Esattamente cinquant'anni fa, il 5 marzo del 1953, moriva Sergej Prokof'ev; nello stesso giorno anche Stalin passava a miglior vita e certamente la scomparsa del compositore non fu notata. Eppure, con la morte di Prokof'ev, la grande scuola Russa perdeva una personalità di rilievo, un musicista che dopo aver lasciato la patria (trasferendosi prima in America e poi in Europa) aveva deciso di ritornarvi pur sapendo che la sua vita di artista sarebbe stata sempre in pericolo. Pianista e compositore, Prokof'ev fu uno dei più vivaci eredi della tradizione del pianismo russo che si rifaceva più a stilemi classici, desunti da Scarlatti o dal primo Beethoven, che non alla scrittura impalpabile della coeva letteratura per pianoforte (ad esempio Debussy o lo stesso Skrjabin). Passaggi in forma di Toccata o incalzanti successioni di accordi alternati tra le due mani sono le caratteristiche principali delle sue composizioni, in qualche modo sempre legate al pianoforte anche se non espressamente scritte per quello strumento. Del resto i suoi esordi erano stati come pianista, erede della figura lisztiana del musicista incantatore o più precisamente del giovane tecnicamente superdotato che scrive pagine originali per sorprendere pubblico e critica. All'inizio della sua attività risalgono i primi capolavori, come il Concerto op. 10 n. 1 per pianoforte e orchestra e la Toccata op. 11, opere nelle quali il compositore riversò tutto il suo talento di strumentista. Aveva certamente assimilato la tradizione esecutiva di matrice lisztiana trovando poi un suo stile originale volto verso un pianismo percussivo ed esuberante con sonorità asciutte e taglienti.
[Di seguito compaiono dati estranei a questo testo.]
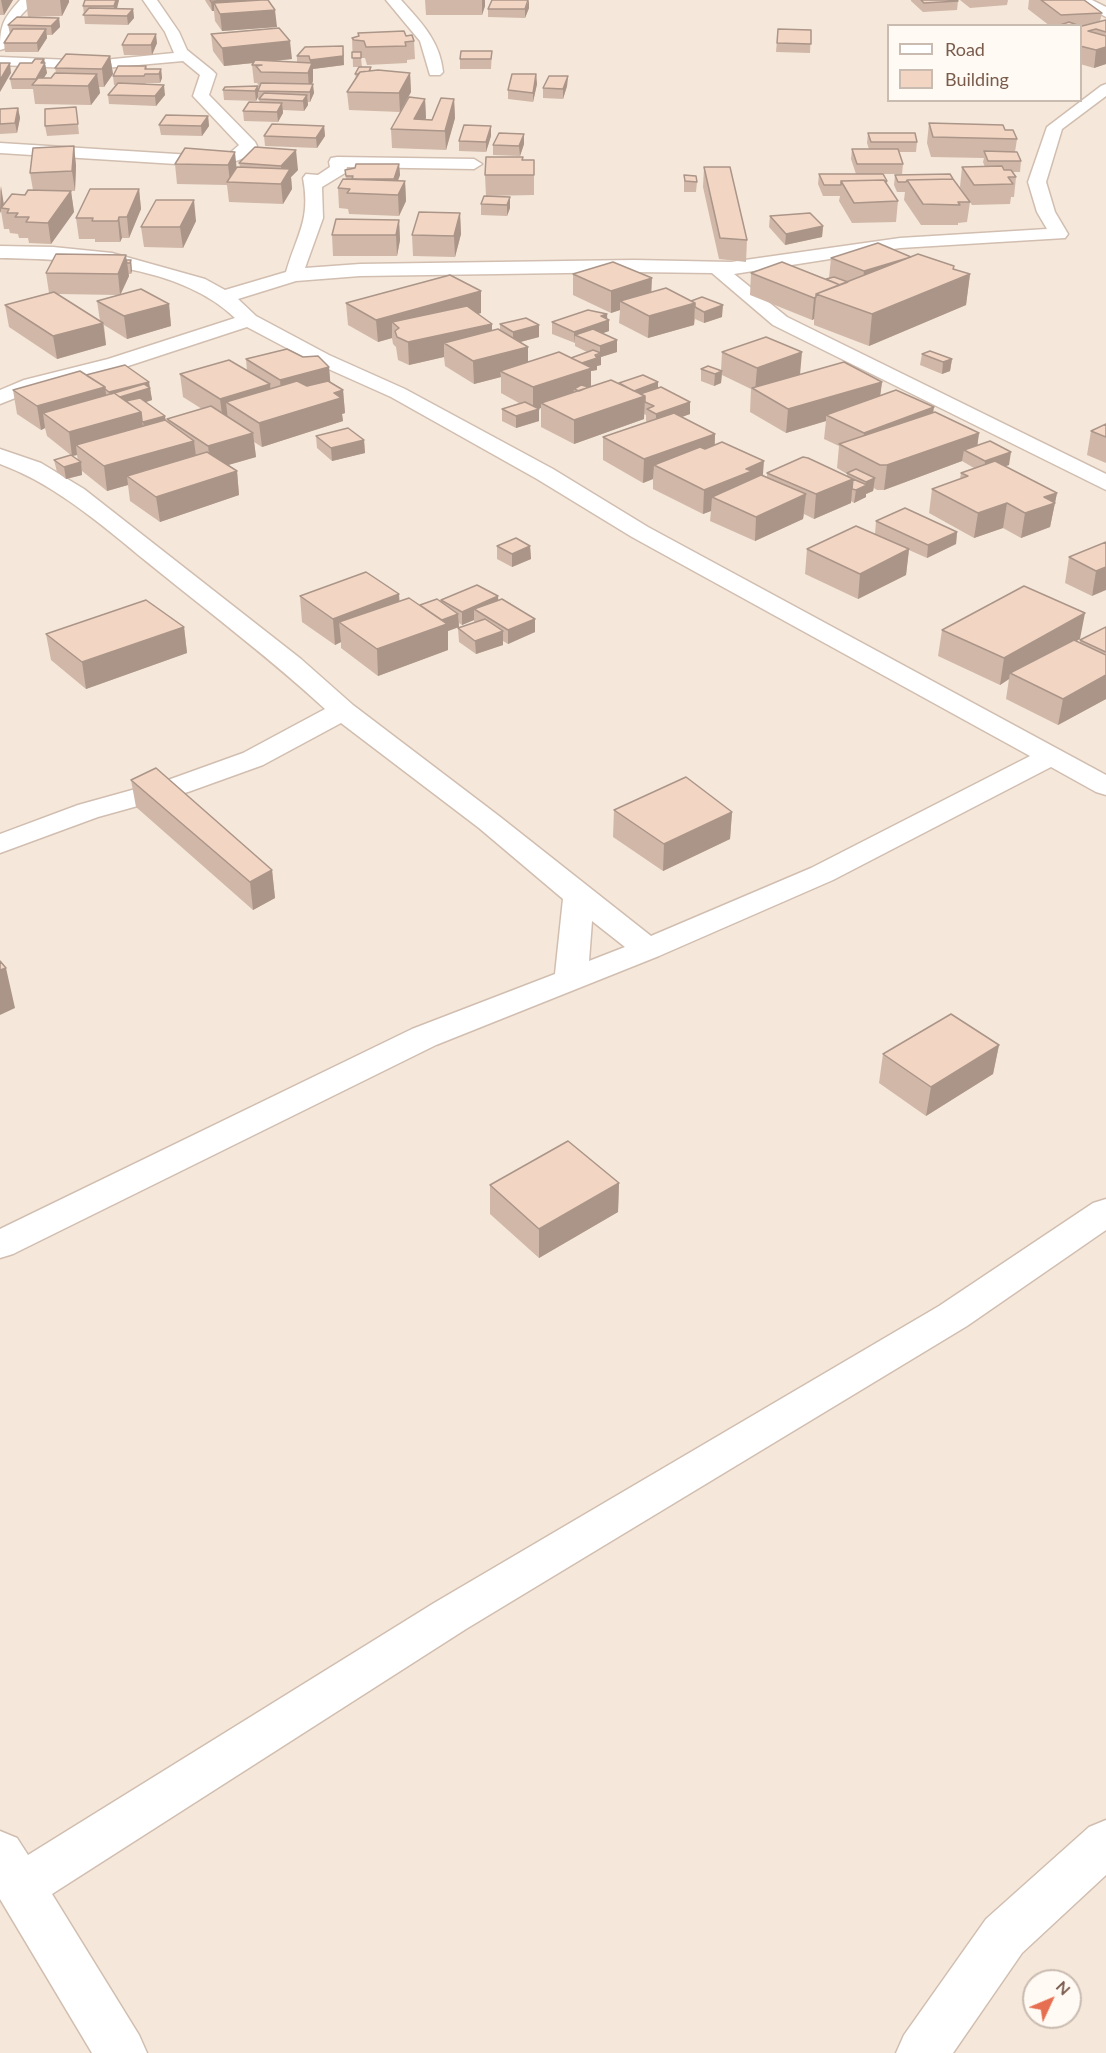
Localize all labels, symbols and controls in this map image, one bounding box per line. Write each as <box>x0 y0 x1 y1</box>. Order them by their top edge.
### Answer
legend <box>887 24 1082 102</box>
text: Road <box>945 38 985 60</box>
text: Building <box>945 68 1009 90</box>
north arrow <box>1022 1969 1082 2029</box>
text: N <box>1053 1976 1075 1999</box>

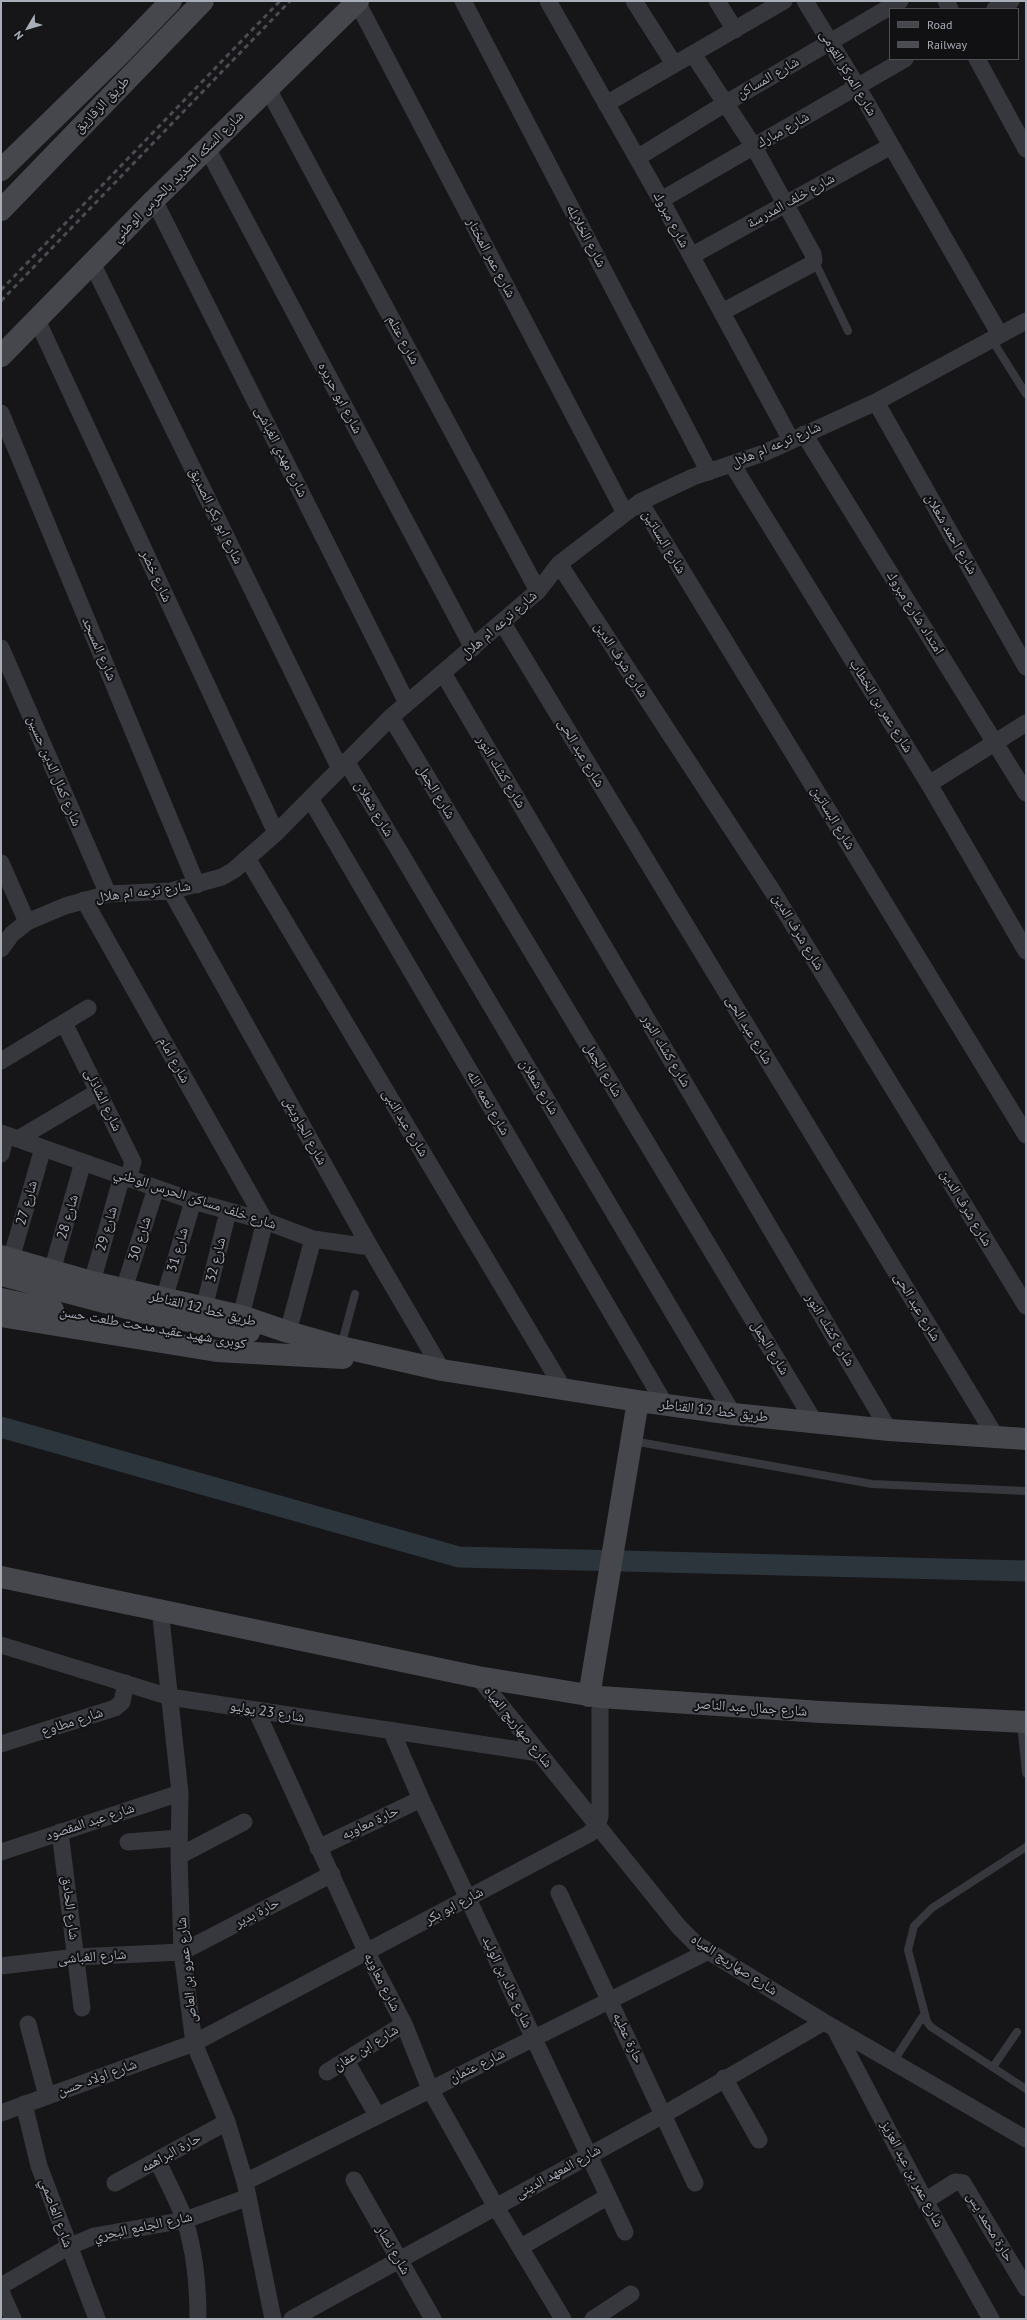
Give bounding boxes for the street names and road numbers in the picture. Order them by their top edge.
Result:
street label: شارع المركز القومى [816,27,880,119]
street label: شارع المساكن [734,53,802,103]
street label: طريق الزقازيق [71,73,133,137]
street label: شارع السكه الحديد بالحرس الوطني [109,108,247,246]
street label: شارع مبارك [754,108,812,152]
street label: شارع خلف المدرسة [744,170,838,232]
street label: شارع مبروك [649,189,693,251]
street label: شارع الخلايله [562,202,610,270]
street label: شارع عمر المختار [463,215,519,301]
street label: شارع عتلم [383,313,423,367]
street label: شارع ابو حريره [314,359,366,437]
street label: شارع مهدي الغباشى [251,404,311,500]
street label: شارع ترعه ام هلال [729,419,823,471]
street label: شارع ابو بكر الصديق [185,465,247,567]
street label: شارع احمد شعلان [921,491,981,577]
street label: شارع البساتين [638,507,690,577]
street label: شارع خضر [137,547,175,605]
street label: امتداد شارع مبروك [883,568,947,658]
street label: شارع ترعه ام هلال [457,587,541,663]
street label: شارع المسجد [78,615,120,683]
street label: شارع شرف الدين [590,619,652,701]
street label: شارع عمر بن الخطاب [845,656,917,756]
street label: شارع كمال الدين حسين [23,713,85,829]
street label: شارع عبد الحى [554,716,608,790]
street label: شارع كشك النور [473,733,529,811]
street label: شارع الجمل [413,762,459,822]
street label: شارع شعلان [351,778,397,840]
street label: شارع البساتين [807,783,859,853]
street label: شارع ترعه ام هلال [94,878,192,906]
street label: شارع شرف الدين [768,890,828,974]
street label: شارع عبد الحى [722,993,776,1067]
street label: شارع كشك النور [638,1012,694,1090]
street label: شارع امام [154,1034,194,1086]
street label: شارع الجمل [580,1040,626,1100]
street label: شارع شعلان [516,1056,562,1118]
street label: شارع الشاذلى [81,1066,125,1134]
street label: شارع نعمه الله [463,1068,513,1138]
street label: شارع عبد النبى [378,1086,432,1160]
street label: شارع الجاويش [279,1094,331,1168]
street label: شارع خلف مساكن الحرس الوطني [112,1165,278,1233]
street label: شارع شرف الدين [936,1166,996,1250]
street label: شارع 27 [13,1179,41,1227]
street label: شارع 28 [54,1193,82,1241]
street label: شارع 29 [93,1205,121,1253]
street label: شارع 30 [125,1215,155,1263]
street label: شارع 31 [164,1226,192,1274]
street label: شارع 32 [202,1236,230,1284]
street label: شارع عبد الحى [890,1270,944,1344]
street label: طريق خط 12 القناطر [148,1288,258,1330]
street label: شارع كشك النور [802,1291,858,1369]
street label: كوبرى شهيد عقيد مدحت طلعت حسن [58,1303,248,1353]
street label: شارع الجمل [747,1318,793,1378]
street label: طريق خط 12 القناطر [659,1396,769,1426]
street label: شارع صهاريج المياه [480,1683,556,1771]
street label: شارع جمال عبد الناصر [694,1696,808,1720]
street label: شارع 23 يوليو [229,1698,305,1726]
street label: شارع مطاوع [39,1704,105,1740]
street label: شارع عبد المقصود [43,1800,137,1844]
street label: حارة معاويه [339,1803,401,1843]
street label: شارع الحادق [58,1875,82,1941]
street label: شارع ابو بكر [422,1884,486,1928]
street label: حارة بدير [232,1894,282,1932]
street label: شارع عمرو بن العاص [173,1916,201,2024]
street label: شارع صهاريج المياه [688,1931,780,1999]
street label: شارع خالد بن الوليد [478,1933,536,2031]
street label: شارع الغباشى [57,1946,127,1968]
street label: شارع معاويه [360,1950,404,2014]
street label: حارة عطيه [609,2010,647,2066]
street label: شارع ابن عفان [330,2021,402,2075]
street label: شارع عثمان [446,2045,508,2087]
street label: شارع اولاد حسن [55,2056,139,2100]
street label: شارع عمر بن عبد العزيز [877,2118,947,2230]
street label: حارة البراهمه [138,2130,204,2176]
street label: شارع المعهد الدينى [512,2142,604,2202]
street label: شارع العاصمي [36,2176,76,2250]
street label: حارة محمد يس [963,2189,1017,2265]
street label: شارع الجامع البحري [92,2208,194,2246]
street label: شارع نصار [372,2222,414,2278]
Successivamente, consapevole che la figura del virtuoso fine a se stessa non reggeva più in pieno Novecento, Prokof'ev aveva sottoposto le proprie partiture ad un'operazione di "alleggerimento", prosciugando le cascate di note e mitigando la ripetizione martellata di accordi dissonanti. In molti casi, comunque, l'impegno virtuoslstico costringe l'esecutore a delle vere e proprie performance gestuali che impegnano non solo le mani ma anche le braccia, così come ricorda Poulenc che definiva il pianismo di Prokof'ev fatto ad «immagine della sua mano lunga e muscolosa, del polso d'acciaio, fatto per lo staccato e per i grandi accordi volanti».

Il catalogo delle sue musiche per pianoforte è ricchissimo: 5 Concerti, 9 Sonate, numerose raccolte di brani originali e trascritti dai Balletti, opere didattiche. La forma della Sonata per pianoforte, in particolare, lo accompagnò per tutta la vita; dal primo lavoro pubblicato (la Sonata op. 1,1909) alle ultime opere a cui stava lavorando prima di morire (la Decima e Undicesima Sonata, rispettivamente opp.137 e 138 del 1953, di cui ci rimangono solo abbozzi), Prokof'ev rispettò sempre la forma classica della Sonata con due temi contrastanti. Scriveva infatti: «Non desidero nulla di meglio, di più semplice e più completo della forma sonata: essa contiene tutto ciò che è necessario all'elaborazione delle mie idee». Proprio questa adesione ad una forma ben definita garantisce alla musica di Prokof'ev una grande comprensibilità nonostante l'uso moderno e spregiudicato di accordi dissonanti, di politonalità, di ritmi spiazzanti, tutti elementi che, in altri contesti della musica del Novecento, sono considerati incomprensibili dal grande pubblico.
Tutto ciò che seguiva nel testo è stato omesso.